The plan is unlike most others in the area by not being a simple grid.  The street alignments are complicated by the pre-existing main road running north, the railway reserve and the creeks, though the latter are ignored for the main part.  The original plan was later interrupted by the extension of the railway to Hallett which opened on 10 May 1878.  There was always however, a railway reserve swinging in an arc across the centre of the area.  This clearly allowed for the extension of the railway to the mine site and/or the smelts and/or Kooringa.  This would have meant cutting across Aberdeen for which no provision had been made, but given the lack of building this would not have been too difficult.  In any case no such extension was ever made.

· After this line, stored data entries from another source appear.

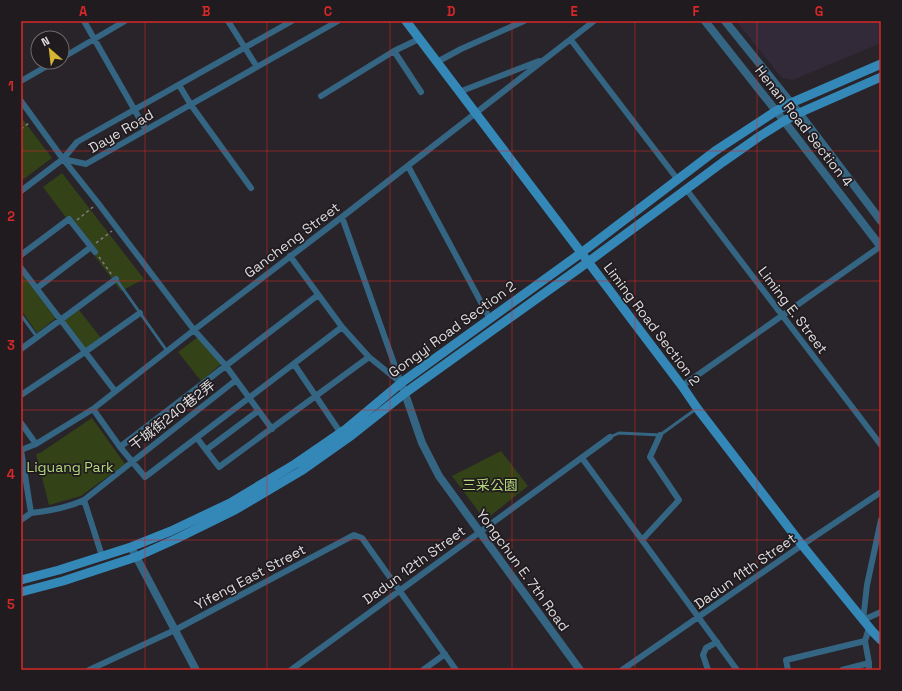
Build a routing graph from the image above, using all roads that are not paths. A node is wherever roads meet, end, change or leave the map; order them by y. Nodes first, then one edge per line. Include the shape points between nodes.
1 (84, 21) edge
2 (125, 21) edge
3 (228, 21) edge
4 (292, 21) edge
5 (338, 21) edge
6 (406, 21) edge
7 (524, 21) edge
8 (706, 21) edge
9 (725, 21) edge
10 (591, 22) edge
11 (94, 39) junction
12 (419, 39) junction
13 (570, 40) junction
14 (245, 48) junction
15 (394, 51) junction
16 (70, 53) edge
17 (546, 58) junction
18 (437, 62) junction
19 (881, 64) edge
20 (257, 67) junction
21 (40, 70) edge
22 (881, 77) edge
23 (21, 81) edge
24 (179, 85) junction
25 (421, 92) dead end
26 (459, 92) junction
27 (321, 96) dead end
28 (21, 101) edge
29 (790, 103) junction
30 (191, 105) junction
31 (135, 110) junction
32 (776, 111) junction
33 (799, 113) junction
34 (475, 114) junction
35 (784, 121) junction
36 (146, 130) junction
37 (64, 159) junction
38 (408, 166) junction
39 (678, 180) junction
40 (251, 188) dead end
41 (686, 189) junction
42 (21, 191) edge
43 (342, 217) junction
44 (881, 221) edge
45 (881, 246) edge
46 (581, 253) junction
47 (21, 255) edge
48 (290, 256) junction
49 (588, 262) junction
50 (21, 268) edge
51 (116, 279) joint
52 (37, 288) junction
53 (318, 295) junction
54 (140, 313) junction
55 (21, 315) edge
56 (782, 315) junction
57 (60, 319) junction
58 (490, 319) junction
59 (342, 327) junction
60 (194, 330) junction
61 (37, 337) junction
62 (21, 349) edge
63 (167, 351) junction
64 (86, 352) junction
65 (369, 356) junction
66 (294, 364) junction
67 (226, 366) junction
68 (236, 380) junction
69 (402, 383) junction
70 (682, 386) junction
71 (115, 391) junction
72 (405, 393) junction
73 (21, 395) edge
74 (315, 396) junction
75 (249, 398) junction
76 (697, 408) junction
77 (93, 409) junction
78 (258, 411) junction
79 (21, 424) edge
80 (272, 429) junction
81 (340, 432) junction
82 (660, 435) junction
83 (610, 437) joint
84 (197, 438) junction
85 (36, 444) junction
86 (881, 446) edge
87 (120, 447) junction
88 (21, 450) edge
89 (206, 450) junction
90 (582, 458) junction
91 (132, 462) junction
92 (881, 492) edge
93 (84, 500) junction
94 (31, 513) junction
95 (21, 520) edge
96 (881, 520) edge
97 (479, 532) junction
98 (642, 540) junction
99 (802, 545) junction
100 (130, 547) junction
101 (102, 556) junction
102 (136, 557) junction
103 (21, 580) edge
104 (21, 592) edge
105 (400, 592) junction
106 (881, 612) edge
107 (698, 617) junction
108 (863, 620) junction
109 (869, 628) junction
110 (175, 630) junction
111 (881, 640) edge
112 (865, 641) junction
113 (717, 642) junction
114 (445, 654) junction
115 (869, 667) edge
116 (89, 670) edge
117 (196, 670) edge
118 (291, 670) edge
119 (423, 670) edge
120 (456, 670) edge
121 (580, 670) edge
122 (622, 670) edge
123 (708, 670) edge
124 (737, 670) edge
125 (788, 670) edge
126 (842, 670) edge

1 - 11 street
2 - 11 street
3 - 14 street
4 - 14 street, Daye Road
5 - 20 street, Daye Road
6 - 12 main road, Liming Road Section 2
7 - 18 street
8 - 32 street, Henan Road Section 4
9 - 29 street, Henan Road Section 4
10 - 13 street, Gancheng Street
11 - 16 street
11 - 31 street
12 - 15 street
12 - 18 main road, Liming Road Section 2
13 - 17 street, Gancheng Street
13 - 39 street
14 - 20 street
14 - 24 street, Daye Road
15 - 25 street
15 - 27 street
17 - 26 street
17 - 34 street, Gancheng Street
18 - 26 main road, Liming Road Section 2
19 - 29 main road, Gongyi Road Section 2
20 - 30 street, Daye Road
21 - 23 street
22 - 33 main road, Gongyi Road Section 2
24 - 30 street
24 - 31 street, Daye Road
26 - 34 main road, Liming Road Section 2
28 - 37 street
29 - 32 main road, Gongyi Road Section 2
29 - 33 street, Henan Road Section 4
30 - 36 street, Daye Road
30 - 40 street
31 - 36 street
31 - 37 street, Daye Road via 77,142
32 - 35 street, Henan Road Section 4
32 - 39 main road, Gongyi Road Section 2
33 - 35 main road, Gongyi Road Section 2
33 - 44 street, Henan Road Section 4
34 - 38 street, Gancheng Street
34 - 46 main road, Liming Road Section 2
35 - 41 main road, Gongyi Road Section 2
35 - 45 street, Henan Road Section 4
36 - 37 street, Daye Road via 86,164
37 - 42 street
37 - 60 street
38 - 43 street, Gancheng Street
38 - 58 street
39 - 46 main road, Gongyi Road Section 2
41 - 49 main road, Gongyi Road Section 2
41 - 56 street, Liming E. Street
43 - 48 street, Gancheng Street
43 - 69 street, Yongchun E. 7th Road
45 - 56 street
46 - 49 main road, Liming Road Section 2
46 - 58 main road, Gongyi Road Section 2
47 - 52 street via 69,219 93,250
48 - 53 street
48 - 60 street, Gancheng Street
49 - 70 main road, Liming Road Section 2
49 - 72 main road, Gongyi Road Section 2
50 - 52 street
51 - 54 lane
51 - 57 street
52 - 57 street
53 - 59 street
53 - 67 street
54 - 63 lane
54 - 64 street
55 - 61 lane
56 - 70 street
56 - 86 street, Liming E. Street
57 - 61 street
57 - 64 street
58 - 69 main road, Gongyi Road Section 2
59 - 65 street
59 - 66 street
60 - 63 street, Gancheng Street
60 - 67 street
61 - 62 street
63 - 71 street, Gancheng Street
64 - 71 street
64 - 73 street
65 - 69 street
65 - 74 street
66 - 74 street
66 - 75 street
67 - 68 street
67 - 87 street
68 - 75 street
68 - 91 street, 干城街240巷2弄
69 - 72 street, Yongchun E. 7th Road
69 - 81 main road, Gongyi Road Section 2
70 - 76 main road, Liming Road Section 2
71 - 77 street, Gancheng Street
72 - 97 street, Yongchun E. 7th Road via 422,443 439,476
72 - 102 main road, Gongyi Road Section 2 via 301,471 235,510
74 - 80 street
74 - 81 street
75 - 78 street
75 - 84 street
76 - 82 lane
76 - 99 main road, Liming Road Section 2
77 - 85 street, Gancheng Street
77 - 87 street
78 - 80 street
78 - 89 street
79 - 85 street
80 - 89 street via 219,467
81 - 100 main road, Gongyi Road Section 2 via 295,464 230,503
82 - 83 lane via 619,433
82 - 98 street via 650,456 680,500
83 - 90 street, Dadun 12th Street
84 - 89 street
84 - 91 street via 145,477
85 - 88 street, Gancheng Street
87 - 91 street
88 - 94 street
90 - 97 street, Dadun 12th Street
90 - 98 street
91 - 93 street, 干城街240巷2弄
92 - 99 street, Dadun 11th Street
93 - 94 street, 干城街240巷2弄 via 50,511
93 - 101 street
94 - 95 street
96 - 108 street via 867,585
97 - 105 street, Dadun 12th Street
97 - 121 street, Yongchun E. 7th Road
98 - 107 street
99 - 107 street, Dadun 11th Street
99 - 108 main road, Liming Road Section 2
100 - 101 main road, Gongyi Road Section 2
100 - 102 street
101 - 103 main road, Gongyi Road Section 2
102 - 104 main road, Gongyi Road Section 2
102 - 110 street
105 - 110 street, Yifeng East Street via 362,538 354,535
105 - 114 street, Yifeng East Street
105 - 118 street, Dadun 12th Street
106 - 108 street
107 - 113 street
107 - 122 street, Dadun 11th Street
108 - 109 main road, Liming Road Section 2
109 - 111 main road, Liming Road Section 2
109 - 112 street
110 - 116 street, Yifeng East Street
110 - 117 street
112 - 115 street
112 - 125 street via 786,660
113 - 123 street via 706,648 703,655
113 - 124 street
114 - 119 street
114 - 120 street, Yifeng East Street
115 - 126 street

Despite the arrival of the railway there seems to have been no rush to buy and develop this part of the town.  By the time of the assessment in 1873 only 18 of 144 allotments seem to have been sold and all are said to be vacant land.  The only buildings listed are those of the old Bon Accord Mine.  Like Aberdeen, growth came slowly in the later 19th century and has continued.  Nevertheless the railway was certainly significant and did soon cause several major developments in New Aberdeen.  A flourmill, a new hotel, a large bulk store for S. Drew & Co., importers, extensive stockyards and the steam sawmill etc. of Sara & Dunstan were all a response to the location of the railway.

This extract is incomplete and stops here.